New bounds for normal approximation on product spaces with applications to monochromatic edges, random sums and an infinite de Jong CLT

Abstract: We extend the Malliavin theory for $L^2$-functionals on product probability spaces that has recently been developed by Decreusefond and Halconruy (2019) and by Duerinckx (2021), by characterizing the domains and investigating the actions of the three Malliavin operators in terms of the infinite Hoeffding decomposition in $L^2$, which we identify as the natural analogue of the famous Wiener-It^{o} chaos decomposition on Gaussian and Poisson spaces. We further combine this theory with Stein's method for normal approximation in order to provide three different types of abstract Berry-Esseen and Wasserstein bounds: a) Malliavin-Stein bounds involving the Malliavin gradient $D$ and the pseudo-inverse of the Ornstein-Uhlenbeck generator $L$, b) bounds featuring the carr\'{e}-du-champ operator $\Gamma$ and c) bounds making use of a Clark-Ocone type integration-by-parts formula.
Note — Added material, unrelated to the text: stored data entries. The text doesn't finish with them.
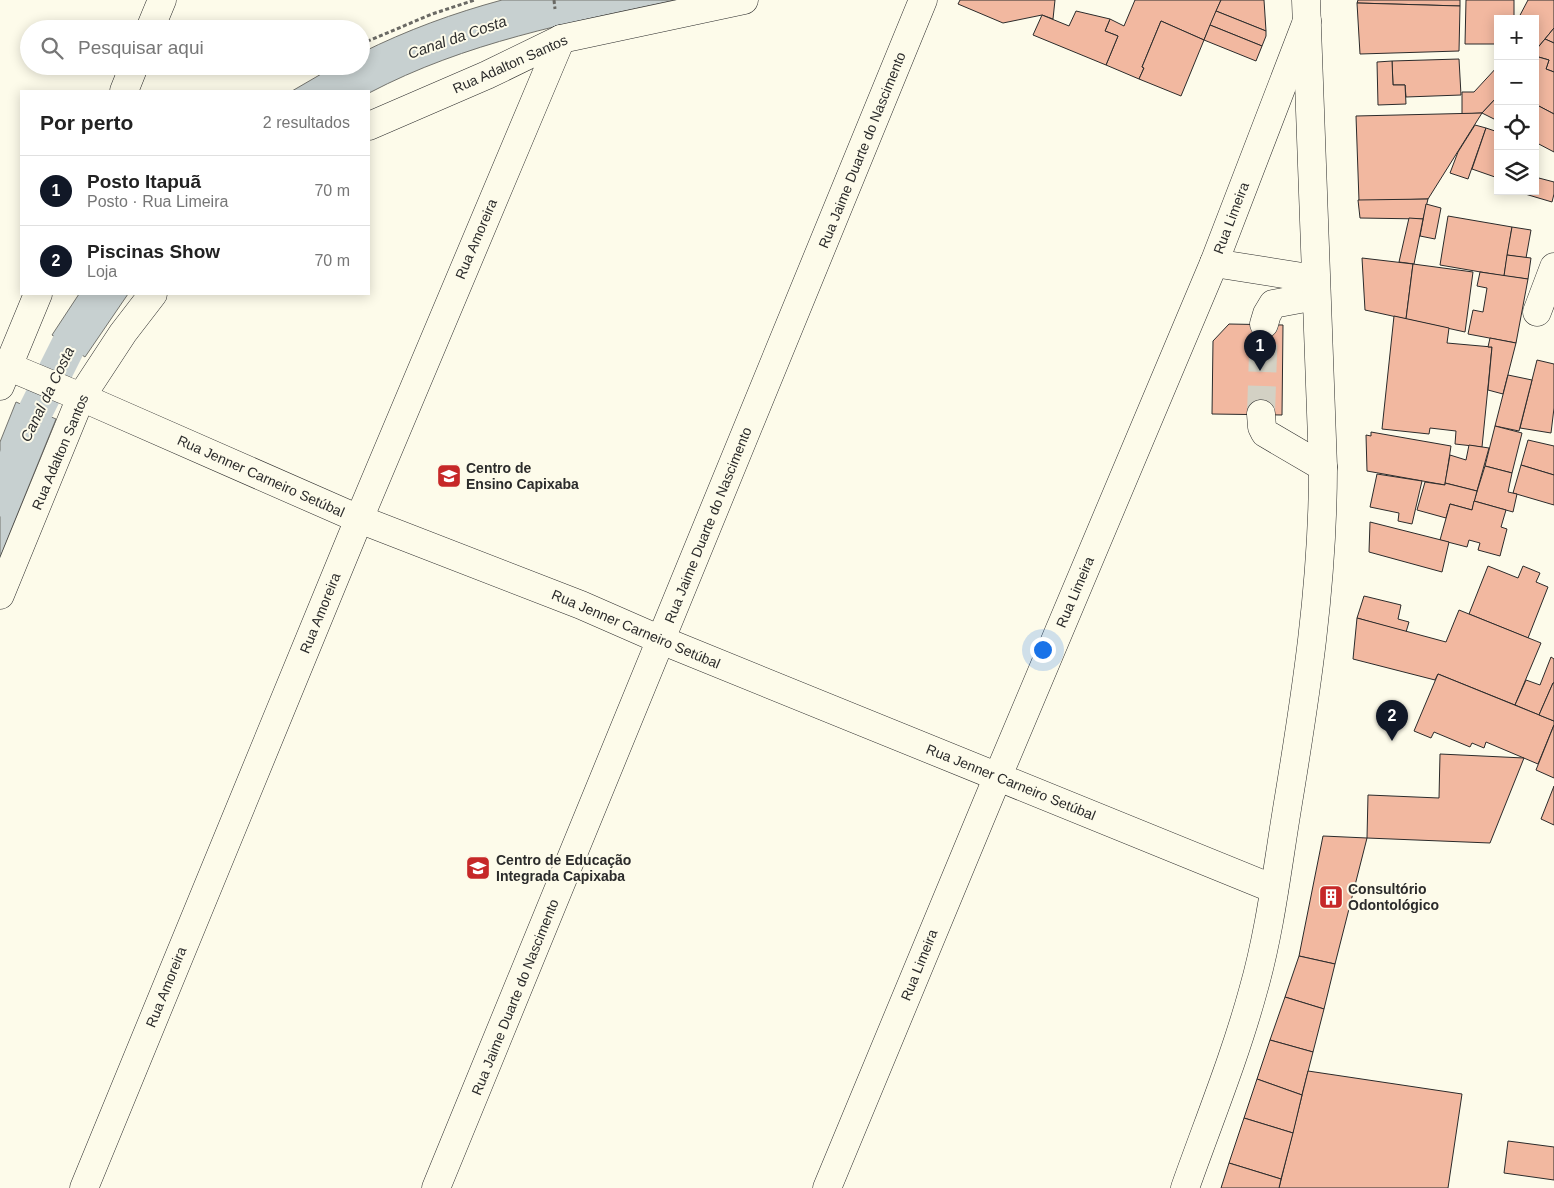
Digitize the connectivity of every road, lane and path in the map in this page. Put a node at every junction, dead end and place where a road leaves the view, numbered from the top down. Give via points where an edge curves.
1 (162, 0) edge
2 (475, 0) edge
3 (744, 0) edge
4 (923, 0) edge
5 (1306, 11) edge
6 (154, 20) edge
7 (560, 39) junction
8 (370, 40) edge
9 (130, 75) edge
10 (124, 90) edge
11 (370, 126) edge
12 (1214, 263) junction
13 (1554, 267) edge
14 (1316, 288) junction
15 (38, 295) edge
16 (152, 295) edge
17 (1536, 312) dead end
18 (1264, 324) tunnel mouth
19 (8, 372) edge
20 (76, 394) junction
21 (1261, 414) tunnel mouth
22 (1323, 467) junction
23 (359, 519) junction
24 (0, 595) edge
25 (661, 640) junction
26 (998, 776) junction
27 (1274, 889) junction
28 (84, 1188) edge
29 (436, 1188) edge
30 (827, 1188) edge
31 (1184, 1188) edge

1 - 6 street
2 - 8 path
3 - 7 street, Rua Adalton Santos
4 - 25 street, Rua Jaime Duarte do Nascimento
5 - 12 street, Rua Limeira
5 - 14 street
7 - 11 street, Rua Adalton Santos
7 - 23 street, Rua Amoreira
9 - 10 street
12 - 14 street
12 - 26 street, Rua Limeira
13 - 17 street
14 - 18 street via 1273,304
14 - 22 street
15 - 19 street
16 - 20 street, Rua Adalton Santos
19 - 20 street, Rua Jenner Carneiro Setúbal
20 - 23 street, Rua Jenner Carneiro Setúbal
20 - 24 street, Rua Adalton Santos
21 - 22 street via 1265,432
22 - 27 street via 1321,557 1314,630
23 - 25 street, Rua Jenner Carneiro Setúbal via 581,605
23 - 28 street, Rua Amoreira
25 - 26 street, Rua Jenner Carneiro Setúbal
25 - 29 street, Rua Jaime Duarte do Nascimento
26 - 27 street, Rua Jenner Carneiro Setúbal
26 - 30 street, Rua Limeira
27 - 31 street via 1268,932 1253,992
To demonstrate the flexibility of these abstract bounds, we derive quantitative central limit theorems for the number of monochromatic edges in a uniform random coloring of a graph sequence as well as for random sums and prove an infinite version of the quantitative de Jong CLT that has recently been proved by G. Peccati and the author (2017) and by the author (2023). As a further theoretical application, we deduce new abstract Berry-Esseen and Wasserstein bounds for functionals of a general independent Rademacher sequence.